2.8 Resilient valves

The Inspiris Resilia bioprosthetic valve (Edwards Lifesciences) is the first in a new class of “resilient” valves designed for patients aged 60 years.

The leaflet tissue valve has been treated with a novel anticalcification treatment with the aim of achieving longer durability, avoiding the need for warfarin, and allowing another option for women of child-bearing age. The valve frame has also been engineered to facilitate valve-in-valve TAVI if required. There are no long-term clinical freedoms from structural valve degeneration [38].

2.9 Mechanical valves—lower intensity coagulation

The On-X valve (CryoLife, Kennesaw, GA, USA) is a bileaflet mechanical aortic prosthesis designed for lower intensity anticoagulation in younger patients. The On-X valve has been licensed for use in the USA with lower intensity warfarin plus aspirin.

The PROACT Xa study (Clinical Trials.gov identifier NCT04142658) is due to start recruitment soon. This study is a prospective randomized controlled trial comparing apixaban 2.5 or 5 mg daily (according to age, weight, and renal function0 with standard warfarin therapy (INR 2.0–3.0) in patients with an On-X AVR; favorable results may improve the acceptability and increase the usage of the On-X AVR in the future.

2.10 Choice of surgical valve prosthesis

The choice of valve prosthesis for an individual patient depends on several factors, including, most importantly, patient preference, age and life expectancy, metabolic factors predisposing to calcification and early structural valve deterioration (e.g., chronic kidney disease), any increased bleeding risk or contraindication to anticoagulation, expectation of pregnancy, previous infection, and risk of reoperation.

Biological or bioprosthetic valves for aortic valve replacement are made from glutaraldehyde-fixed porcine aortic leaflet or bovine pericardial tissue with a proprietary anticalcification treatment mounted in an alloy frame. Modern bileaflet mechanical valves are made from pyrolytic carbon and offer the advantage of excellent durability and lower intensity anticoagulation and the disadvantages of long-term anticoagulation to prevent thromboembolism and the associated risk of bleeding.

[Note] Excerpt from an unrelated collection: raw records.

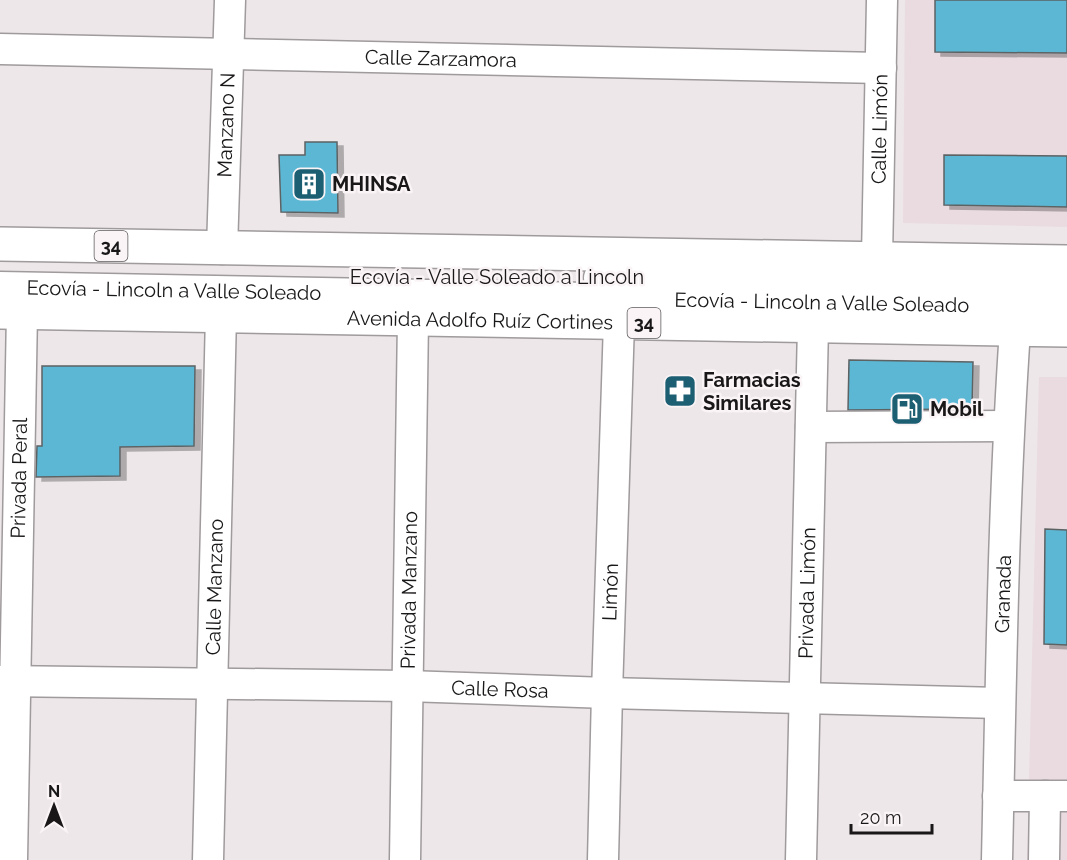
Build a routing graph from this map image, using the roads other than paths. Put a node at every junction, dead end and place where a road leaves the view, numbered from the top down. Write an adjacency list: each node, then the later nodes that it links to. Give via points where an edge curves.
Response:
1 (230, 0): 4 (street, Manzano N)
2 (882, 0): 5 (street, Calle Limón)
3 (0, 49): 4 (street, Calle Zarzamora)
4 (228, 54): 5 (street, Calle Zarzamora); 7 (street, Manzano N)
5 (881, 68): 8 (street, Calle Limón)
6 (0, 244): 7 (main road, 34)
7 (222, 249): 8 (main road, 34)
8 (877, 258): 9 (main road, 34)
9 (1067, 262)
10 (0, 268): 11 (street, Ecovía - Valle Soleado a Lincoln, via 221,275)
11 (1067, 281)
12 (0, 287): 13 (street, Ecovía - Lincoln a Valle Soleado)
13 (1067, 307)
14 (11, 312): 15 (main road, Avenida Adolfo Ruíz Cortines / 34); 23 (street, Privada Peral)
15 (221, 315): 16 (main road, Avenida Adolfo Ruíz Cortines / 34); 24 (street, Calle Manzano)
16 (413, 319): 17 (main road, Avenida Adolfo Ruíz Cortines / 34); 25 (street, Privada Manzano)
17 (619, 322): 18 (main road, Avenida Adolfo Ruíz Cortines / 34); 26 (street, Limón)
18 (813, 326): 19 (main road, Avenida Adolfo Ruíz Cortines / 34); 22 (street, Privada Limón)
19 (1015, 330): 20 (main road, Avenida Adolfo Ruíz Cortines / 34); 21 (street, Granada)
20 (1067, 330)
21 (1008, 426): 22 (street); 28 (street, Granada)
22 (811, 427): 27 (street, Privada Limón)
23 (7, 681): 24 (street, Calle Rosa); 31 (street, Privada Peral)
24 (212, 683): 25 (street, Calle Rosa); 32 (street, Calle Manzano)
25 (407, 686): 26 (street, Calle Rosa); 33 (street, Privada Manzano)
26 (607, 693): 27 (street, Calle Rosa); 34 (street, Limón)
27 (805, 698): 28 (street, Calle Rosa); 35 (street, Privada Limón)
28 (999, 703): 29 (street, Granada)
29 (998, 796): 30 (street); 36 (street, Granada)
30 (1056, 796): 37 (street)
31 (12, 860)
32 (208, 860)
33 (405, 860)
34 (603, 860)
35 (801, 860)
36 (997, 860)
37 (1044, 860)

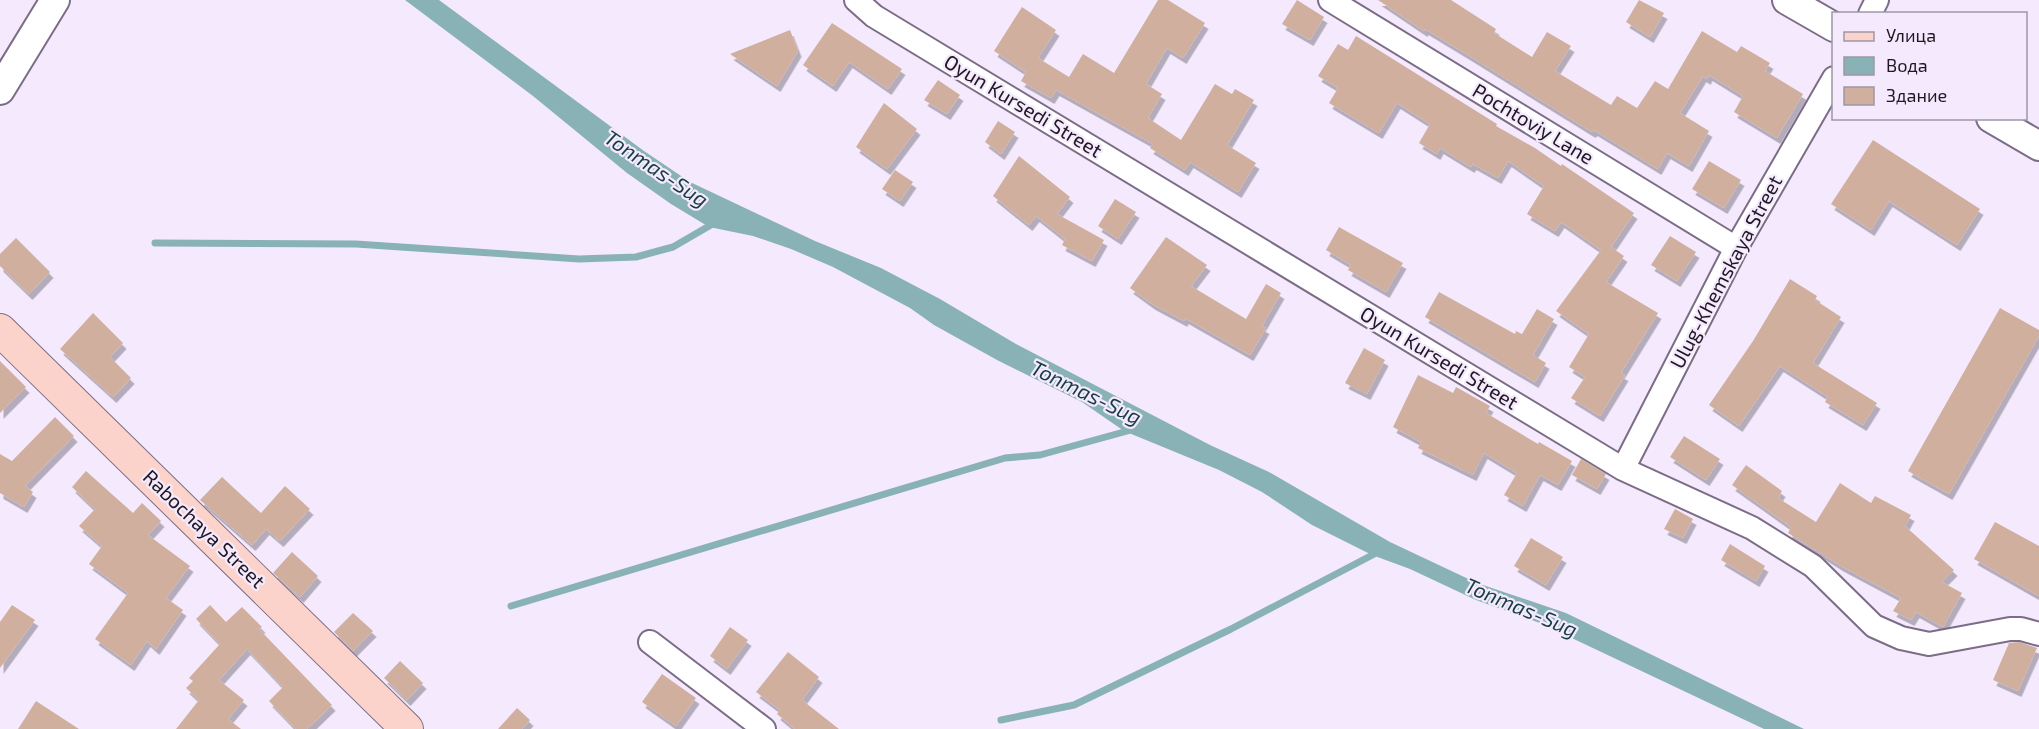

A mechanical prosthesis is recommended for patients <60 years and a bioprosthesis for patients >65 years or those in whom life expectancy is shorter than expected bioprosthetic valve durability. Freedom from reoperation due to structural valve deterioration for a modern bovine pericardial aortic bioprosthesis has been reported as 70.8% and 38.1% at 15 and 20 years for patients aged <60 years at implantation, compared with 98.1% at 15 years for patients aged >70 years [39]. There are no long-term outcome data for rapid-deployment or resilient valves.

Anticoagulation is required in all currently available mechanical aortic valve prostheses. The intensity of anticoagulation depends on prosthesis valve characteristics, e.g., bileaflet or tilting-disc, and patient factors such as a history of tromboembolism, atrial fibrillation, and LV systolic dysfunction (LVEF <35%): the target INR is 2.5 (range 2.0–3.0) for modern bileaflet mechanical aortic valve prostheses (e.g., Medtronic, St. Jude, Liva Nova) and 1.5 (warfarin plus aspirin 81 mg) for the On-X aortic valve in the absence of additional patient risk factors.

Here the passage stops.